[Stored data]
◇ ◇ ◇ ◇ ◇ ◇ ◇

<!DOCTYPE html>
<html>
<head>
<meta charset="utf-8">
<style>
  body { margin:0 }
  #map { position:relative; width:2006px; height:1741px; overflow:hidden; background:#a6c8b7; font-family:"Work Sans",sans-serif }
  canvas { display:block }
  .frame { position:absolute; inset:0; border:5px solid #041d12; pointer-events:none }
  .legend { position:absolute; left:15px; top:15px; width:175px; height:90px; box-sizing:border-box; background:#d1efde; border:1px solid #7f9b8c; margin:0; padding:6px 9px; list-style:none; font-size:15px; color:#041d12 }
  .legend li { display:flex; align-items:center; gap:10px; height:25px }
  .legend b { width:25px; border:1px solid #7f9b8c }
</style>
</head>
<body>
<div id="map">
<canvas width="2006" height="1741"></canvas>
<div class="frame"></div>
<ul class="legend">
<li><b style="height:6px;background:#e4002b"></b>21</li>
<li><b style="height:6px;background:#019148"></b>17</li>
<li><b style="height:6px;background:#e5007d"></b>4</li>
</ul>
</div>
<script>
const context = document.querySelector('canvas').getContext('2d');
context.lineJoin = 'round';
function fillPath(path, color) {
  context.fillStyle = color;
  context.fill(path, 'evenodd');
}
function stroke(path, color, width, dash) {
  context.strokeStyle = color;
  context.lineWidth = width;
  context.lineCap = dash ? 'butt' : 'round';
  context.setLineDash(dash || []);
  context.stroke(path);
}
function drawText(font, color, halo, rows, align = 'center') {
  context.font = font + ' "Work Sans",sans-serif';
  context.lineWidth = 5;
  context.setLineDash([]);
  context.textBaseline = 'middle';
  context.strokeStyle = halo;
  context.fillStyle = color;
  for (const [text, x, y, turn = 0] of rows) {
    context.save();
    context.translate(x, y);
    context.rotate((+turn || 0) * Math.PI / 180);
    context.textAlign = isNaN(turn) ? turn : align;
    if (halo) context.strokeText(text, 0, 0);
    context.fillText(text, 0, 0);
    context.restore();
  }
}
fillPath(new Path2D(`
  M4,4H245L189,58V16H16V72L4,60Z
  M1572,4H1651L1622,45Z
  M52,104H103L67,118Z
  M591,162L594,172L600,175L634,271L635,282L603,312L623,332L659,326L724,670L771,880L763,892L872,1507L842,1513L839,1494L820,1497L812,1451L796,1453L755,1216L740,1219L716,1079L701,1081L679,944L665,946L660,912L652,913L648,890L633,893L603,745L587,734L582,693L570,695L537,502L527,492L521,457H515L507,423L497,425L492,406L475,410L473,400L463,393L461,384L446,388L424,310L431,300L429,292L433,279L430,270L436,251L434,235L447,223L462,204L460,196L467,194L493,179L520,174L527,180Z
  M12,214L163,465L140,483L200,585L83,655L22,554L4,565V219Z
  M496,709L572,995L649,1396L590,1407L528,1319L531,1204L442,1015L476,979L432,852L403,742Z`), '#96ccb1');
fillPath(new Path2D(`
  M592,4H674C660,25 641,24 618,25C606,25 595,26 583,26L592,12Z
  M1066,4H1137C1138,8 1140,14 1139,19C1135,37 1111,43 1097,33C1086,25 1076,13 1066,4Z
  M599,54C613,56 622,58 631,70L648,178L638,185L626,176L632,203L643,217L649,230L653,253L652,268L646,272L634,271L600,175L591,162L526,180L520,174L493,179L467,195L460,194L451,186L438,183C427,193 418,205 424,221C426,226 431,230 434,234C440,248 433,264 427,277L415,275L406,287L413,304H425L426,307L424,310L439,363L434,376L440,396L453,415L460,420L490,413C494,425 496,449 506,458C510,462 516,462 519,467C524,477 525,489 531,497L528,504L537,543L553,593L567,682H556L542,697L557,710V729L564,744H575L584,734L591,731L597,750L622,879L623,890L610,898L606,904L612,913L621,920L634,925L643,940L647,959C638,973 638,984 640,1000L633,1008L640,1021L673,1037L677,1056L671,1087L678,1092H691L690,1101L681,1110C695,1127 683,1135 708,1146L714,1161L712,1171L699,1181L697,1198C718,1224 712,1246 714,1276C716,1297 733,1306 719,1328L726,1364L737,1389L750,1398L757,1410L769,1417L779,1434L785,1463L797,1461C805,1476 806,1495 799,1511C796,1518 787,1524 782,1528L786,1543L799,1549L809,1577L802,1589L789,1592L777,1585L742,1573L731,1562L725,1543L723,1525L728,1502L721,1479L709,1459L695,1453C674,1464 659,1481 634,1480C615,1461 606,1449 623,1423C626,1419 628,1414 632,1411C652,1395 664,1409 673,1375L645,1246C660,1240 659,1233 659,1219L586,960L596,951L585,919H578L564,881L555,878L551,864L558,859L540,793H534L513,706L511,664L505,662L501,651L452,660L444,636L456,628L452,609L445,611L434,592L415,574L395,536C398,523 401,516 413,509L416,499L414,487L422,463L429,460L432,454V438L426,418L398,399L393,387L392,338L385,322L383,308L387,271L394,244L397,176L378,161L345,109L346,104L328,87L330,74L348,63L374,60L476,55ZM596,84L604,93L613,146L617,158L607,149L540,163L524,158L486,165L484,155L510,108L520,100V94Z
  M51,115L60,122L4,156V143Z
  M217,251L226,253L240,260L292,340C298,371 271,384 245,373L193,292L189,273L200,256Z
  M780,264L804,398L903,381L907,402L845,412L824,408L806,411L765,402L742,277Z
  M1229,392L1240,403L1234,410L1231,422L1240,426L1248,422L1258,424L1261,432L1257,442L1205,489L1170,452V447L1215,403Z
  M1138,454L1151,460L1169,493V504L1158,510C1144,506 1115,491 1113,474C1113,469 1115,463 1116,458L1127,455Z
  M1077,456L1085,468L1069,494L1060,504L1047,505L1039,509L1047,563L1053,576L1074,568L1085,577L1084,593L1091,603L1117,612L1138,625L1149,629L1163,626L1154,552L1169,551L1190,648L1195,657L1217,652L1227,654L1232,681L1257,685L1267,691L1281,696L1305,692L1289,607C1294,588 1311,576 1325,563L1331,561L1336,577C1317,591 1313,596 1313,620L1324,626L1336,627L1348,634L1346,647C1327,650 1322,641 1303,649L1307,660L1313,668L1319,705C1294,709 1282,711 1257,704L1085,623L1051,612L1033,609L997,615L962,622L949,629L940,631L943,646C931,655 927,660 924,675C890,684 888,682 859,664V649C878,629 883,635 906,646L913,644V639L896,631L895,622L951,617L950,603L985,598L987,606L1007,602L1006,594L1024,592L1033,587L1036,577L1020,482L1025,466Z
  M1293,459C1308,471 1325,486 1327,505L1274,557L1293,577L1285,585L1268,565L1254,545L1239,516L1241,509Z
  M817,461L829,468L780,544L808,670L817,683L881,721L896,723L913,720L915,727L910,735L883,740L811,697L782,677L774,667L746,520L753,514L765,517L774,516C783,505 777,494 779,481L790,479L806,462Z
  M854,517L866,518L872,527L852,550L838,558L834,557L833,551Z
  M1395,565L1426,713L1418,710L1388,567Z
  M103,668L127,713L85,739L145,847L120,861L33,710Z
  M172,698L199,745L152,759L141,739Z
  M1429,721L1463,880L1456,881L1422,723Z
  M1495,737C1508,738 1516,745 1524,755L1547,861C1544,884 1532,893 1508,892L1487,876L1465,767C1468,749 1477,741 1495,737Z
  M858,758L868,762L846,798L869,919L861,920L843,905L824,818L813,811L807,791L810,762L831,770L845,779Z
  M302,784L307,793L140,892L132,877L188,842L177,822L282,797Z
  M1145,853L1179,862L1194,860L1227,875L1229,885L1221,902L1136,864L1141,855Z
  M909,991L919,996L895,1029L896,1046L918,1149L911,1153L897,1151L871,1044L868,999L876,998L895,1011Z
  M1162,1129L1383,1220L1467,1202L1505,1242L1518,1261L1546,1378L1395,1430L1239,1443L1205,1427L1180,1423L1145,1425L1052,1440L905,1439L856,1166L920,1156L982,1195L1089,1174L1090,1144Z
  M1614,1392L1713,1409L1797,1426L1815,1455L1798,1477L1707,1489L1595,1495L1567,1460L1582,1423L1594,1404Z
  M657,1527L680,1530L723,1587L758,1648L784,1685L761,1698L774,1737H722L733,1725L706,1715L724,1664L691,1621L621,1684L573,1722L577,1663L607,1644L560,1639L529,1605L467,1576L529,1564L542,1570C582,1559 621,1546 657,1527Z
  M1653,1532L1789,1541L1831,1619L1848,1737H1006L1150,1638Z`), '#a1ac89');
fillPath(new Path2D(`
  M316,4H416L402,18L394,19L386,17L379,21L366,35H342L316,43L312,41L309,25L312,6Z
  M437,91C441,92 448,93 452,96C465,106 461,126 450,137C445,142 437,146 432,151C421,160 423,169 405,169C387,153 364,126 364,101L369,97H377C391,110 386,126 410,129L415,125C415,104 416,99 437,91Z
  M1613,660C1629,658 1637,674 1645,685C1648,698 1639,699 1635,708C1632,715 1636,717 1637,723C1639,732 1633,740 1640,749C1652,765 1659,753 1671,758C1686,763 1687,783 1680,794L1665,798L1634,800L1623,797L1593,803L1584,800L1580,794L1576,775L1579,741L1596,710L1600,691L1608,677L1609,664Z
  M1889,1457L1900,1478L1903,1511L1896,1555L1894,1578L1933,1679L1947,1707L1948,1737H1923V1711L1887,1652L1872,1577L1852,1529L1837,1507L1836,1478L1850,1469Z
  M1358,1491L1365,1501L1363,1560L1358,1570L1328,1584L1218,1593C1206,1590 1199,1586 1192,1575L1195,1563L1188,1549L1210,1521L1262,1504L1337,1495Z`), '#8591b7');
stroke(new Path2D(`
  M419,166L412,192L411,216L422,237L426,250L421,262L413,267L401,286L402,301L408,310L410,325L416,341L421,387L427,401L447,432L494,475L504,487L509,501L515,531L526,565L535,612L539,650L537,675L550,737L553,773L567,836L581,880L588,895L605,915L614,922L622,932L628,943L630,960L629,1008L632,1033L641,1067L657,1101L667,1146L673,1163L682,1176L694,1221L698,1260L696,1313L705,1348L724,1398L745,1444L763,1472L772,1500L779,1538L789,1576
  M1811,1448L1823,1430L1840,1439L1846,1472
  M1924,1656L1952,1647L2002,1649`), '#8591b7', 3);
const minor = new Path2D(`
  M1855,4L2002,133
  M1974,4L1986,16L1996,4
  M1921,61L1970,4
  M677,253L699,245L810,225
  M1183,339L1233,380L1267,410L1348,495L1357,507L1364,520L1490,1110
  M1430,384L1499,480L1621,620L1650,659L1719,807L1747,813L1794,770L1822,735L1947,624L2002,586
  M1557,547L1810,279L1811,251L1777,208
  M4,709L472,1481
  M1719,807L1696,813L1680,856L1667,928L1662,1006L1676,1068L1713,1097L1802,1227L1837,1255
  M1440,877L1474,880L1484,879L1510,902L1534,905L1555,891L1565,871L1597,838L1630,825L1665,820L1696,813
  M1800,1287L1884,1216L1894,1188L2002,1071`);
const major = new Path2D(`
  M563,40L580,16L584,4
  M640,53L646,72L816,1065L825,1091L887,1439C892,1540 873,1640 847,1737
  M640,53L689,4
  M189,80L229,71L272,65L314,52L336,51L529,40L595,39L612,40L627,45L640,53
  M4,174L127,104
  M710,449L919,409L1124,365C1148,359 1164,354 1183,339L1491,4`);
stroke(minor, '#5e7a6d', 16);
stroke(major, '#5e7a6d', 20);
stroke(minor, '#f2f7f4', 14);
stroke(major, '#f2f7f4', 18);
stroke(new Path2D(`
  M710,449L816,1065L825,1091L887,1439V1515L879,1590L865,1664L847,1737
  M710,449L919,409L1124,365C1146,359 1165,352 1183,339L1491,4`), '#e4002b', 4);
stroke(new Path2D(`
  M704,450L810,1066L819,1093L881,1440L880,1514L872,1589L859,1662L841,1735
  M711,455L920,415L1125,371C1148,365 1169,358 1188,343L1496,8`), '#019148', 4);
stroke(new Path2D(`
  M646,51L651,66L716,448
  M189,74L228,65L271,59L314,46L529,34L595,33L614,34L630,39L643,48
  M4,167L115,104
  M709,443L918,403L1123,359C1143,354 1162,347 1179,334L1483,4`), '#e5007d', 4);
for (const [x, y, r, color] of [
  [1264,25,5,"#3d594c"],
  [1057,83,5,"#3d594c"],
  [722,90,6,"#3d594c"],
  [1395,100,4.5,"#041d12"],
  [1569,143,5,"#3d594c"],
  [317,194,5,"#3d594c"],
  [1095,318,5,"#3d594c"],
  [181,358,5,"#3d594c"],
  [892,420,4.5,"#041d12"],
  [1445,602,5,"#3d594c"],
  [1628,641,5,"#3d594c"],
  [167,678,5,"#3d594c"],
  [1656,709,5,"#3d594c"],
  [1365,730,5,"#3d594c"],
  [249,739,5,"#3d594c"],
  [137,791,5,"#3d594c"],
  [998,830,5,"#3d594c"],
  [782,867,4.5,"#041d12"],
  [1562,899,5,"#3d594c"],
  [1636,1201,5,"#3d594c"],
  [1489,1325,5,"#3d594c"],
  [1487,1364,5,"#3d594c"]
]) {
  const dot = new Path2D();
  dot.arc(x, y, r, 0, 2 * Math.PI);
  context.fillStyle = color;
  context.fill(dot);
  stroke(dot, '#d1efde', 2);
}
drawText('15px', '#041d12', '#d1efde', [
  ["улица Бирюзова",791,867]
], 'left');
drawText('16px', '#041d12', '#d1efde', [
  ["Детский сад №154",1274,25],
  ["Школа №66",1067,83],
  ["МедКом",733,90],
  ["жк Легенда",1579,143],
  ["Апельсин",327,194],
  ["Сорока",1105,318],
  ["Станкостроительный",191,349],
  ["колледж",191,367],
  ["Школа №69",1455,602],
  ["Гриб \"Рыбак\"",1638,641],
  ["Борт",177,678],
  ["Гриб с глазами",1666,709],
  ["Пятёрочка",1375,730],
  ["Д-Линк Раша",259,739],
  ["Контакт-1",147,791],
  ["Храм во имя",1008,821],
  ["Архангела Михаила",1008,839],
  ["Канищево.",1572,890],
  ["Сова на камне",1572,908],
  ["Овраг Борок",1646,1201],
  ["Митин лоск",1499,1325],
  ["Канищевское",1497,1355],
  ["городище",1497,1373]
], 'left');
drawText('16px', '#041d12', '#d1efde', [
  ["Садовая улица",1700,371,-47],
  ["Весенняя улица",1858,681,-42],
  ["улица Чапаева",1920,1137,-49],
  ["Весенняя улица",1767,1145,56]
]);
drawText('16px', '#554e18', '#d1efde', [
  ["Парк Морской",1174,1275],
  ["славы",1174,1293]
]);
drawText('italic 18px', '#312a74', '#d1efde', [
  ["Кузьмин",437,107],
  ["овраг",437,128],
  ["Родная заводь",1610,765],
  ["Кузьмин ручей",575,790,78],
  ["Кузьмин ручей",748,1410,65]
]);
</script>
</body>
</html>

◇ ◇ ◇ ◇ ◇ ◇ ◇

— TASK REQUIREMENTS —
The answer should consist of every line above in which "turn" appears.

— SOLVED PROBLEM —
  for (const [text, x, y, turn = 0] of rows) {
    context.rotate((+turn || 0) * Math.PI / 180);
    context.textAlign = isNaN(turn) ? turn : align;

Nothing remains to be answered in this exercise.